(Collected data)
....
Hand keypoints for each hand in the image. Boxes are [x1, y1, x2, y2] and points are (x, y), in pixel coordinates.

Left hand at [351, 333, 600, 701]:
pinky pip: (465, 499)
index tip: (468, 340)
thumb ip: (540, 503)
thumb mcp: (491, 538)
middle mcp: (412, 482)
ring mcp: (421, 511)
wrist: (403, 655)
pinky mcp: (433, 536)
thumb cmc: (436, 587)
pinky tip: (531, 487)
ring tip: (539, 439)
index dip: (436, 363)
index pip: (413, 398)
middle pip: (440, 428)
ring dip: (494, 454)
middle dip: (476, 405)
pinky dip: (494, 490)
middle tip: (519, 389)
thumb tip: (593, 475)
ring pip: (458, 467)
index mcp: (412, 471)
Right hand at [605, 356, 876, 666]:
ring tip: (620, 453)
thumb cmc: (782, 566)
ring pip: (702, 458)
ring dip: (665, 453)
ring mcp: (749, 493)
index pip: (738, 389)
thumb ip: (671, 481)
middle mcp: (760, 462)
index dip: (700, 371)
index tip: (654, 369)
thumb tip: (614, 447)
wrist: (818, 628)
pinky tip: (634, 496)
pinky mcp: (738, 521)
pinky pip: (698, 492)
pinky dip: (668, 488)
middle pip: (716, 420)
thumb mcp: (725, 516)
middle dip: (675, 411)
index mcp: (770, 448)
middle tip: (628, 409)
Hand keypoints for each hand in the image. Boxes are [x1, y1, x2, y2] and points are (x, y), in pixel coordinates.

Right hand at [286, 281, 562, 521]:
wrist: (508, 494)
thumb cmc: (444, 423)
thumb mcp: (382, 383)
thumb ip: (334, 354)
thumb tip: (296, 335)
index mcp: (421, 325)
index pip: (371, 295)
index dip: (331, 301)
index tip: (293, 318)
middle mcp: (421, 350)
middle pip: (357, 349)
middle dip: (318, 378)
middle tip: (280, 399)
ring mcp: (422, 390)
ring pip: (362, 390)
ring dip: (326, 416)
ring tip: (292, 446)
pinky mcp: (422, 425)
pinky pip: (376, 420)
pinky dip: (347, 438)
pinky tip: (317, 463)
....
**Task to complete**. An exact transcript of all the records is the expected result.

**Solution to the problem**.
Hand keypoints for each hand in the image. Boxes are [x1, y1, x2, y2] and points are (x, y), in pixel coordinates.

Left hand at [351, 333, 600, 701]:
pinky pip: (465, 499)
index tip: (468, 340)
thumb ip: (540, 503)
thumb mcp: (491, 538)
middle mcp: (412, 482)
ring mcp: (421, 511)
wrist: (403, 655)
pinky mcp: (433, 536)
thumb cmc: (436, 587)
pinky tip: (531, 487)
ring tip: (539, 439)
index dip: (436, 363)
index pip: (413, 398)
middle pip: (440, 428)
ring dip: (494, 454)
middle dip: (476, 405)
pinky dip: (494, 490)
middle tip: (519, 389)
thumb tip: (593, 475)
ring pip: (458, 467)
index mcp: (412, 471)
Right hand at [605, 356, 876, 666]:
ring tip: (620, 453)
thumb cmc: (782, 566)
ring pip: (702, 458)
ring dip: (665, 453)
ring mcp: (749, 493)
index pip: (738, 389)
thumb ip: (671, 481)
middle mcp: (760, 462)
index dip: (700, 371)
index tip: (654, 369)
thumb tip: (614, 447)
wrist: (818, 628)
pinky tip: (634, 496)
pinky mcp: (738, 521)
pinky pip: (698, 492)
pinky dip: (668, 488)
middle pip: (716, 420)
thumb mcp: (725, 516)
middle dip: (675, 411)
index mcp: (770, 448)
middle tip: (628, 409)
Hand keypoints for each hand in the image. Boxes are [x1, y1, x2, y2] and points are (x, y), in pixel coordinates.

Right hand at [286, 281, 562, 521]:
wrist: (508, 494)
thumb cmc: (444, 423)
thumb mcp: (382, 383)
thumb ip: (334, 354)
thumb tip: (296, 335)
index mcp: (421, 325)
index pip: (371, 295)
index dip: (331, 301)
index tip: (293, 318)
middle mcp: (421, 350)
middle pip: (357, 349)
middle dip: (318, 378)
middle tip: (280, 399)
ring mcp: (422, 390)
ring pip: (362, 390)
ring dip: (326, 416)
ring tip: (292, 446)
pinky mcp: (422, 425)
pinky pip: (376, 420)
pinky dip: (347, 438)
pinky tip: (317, 463)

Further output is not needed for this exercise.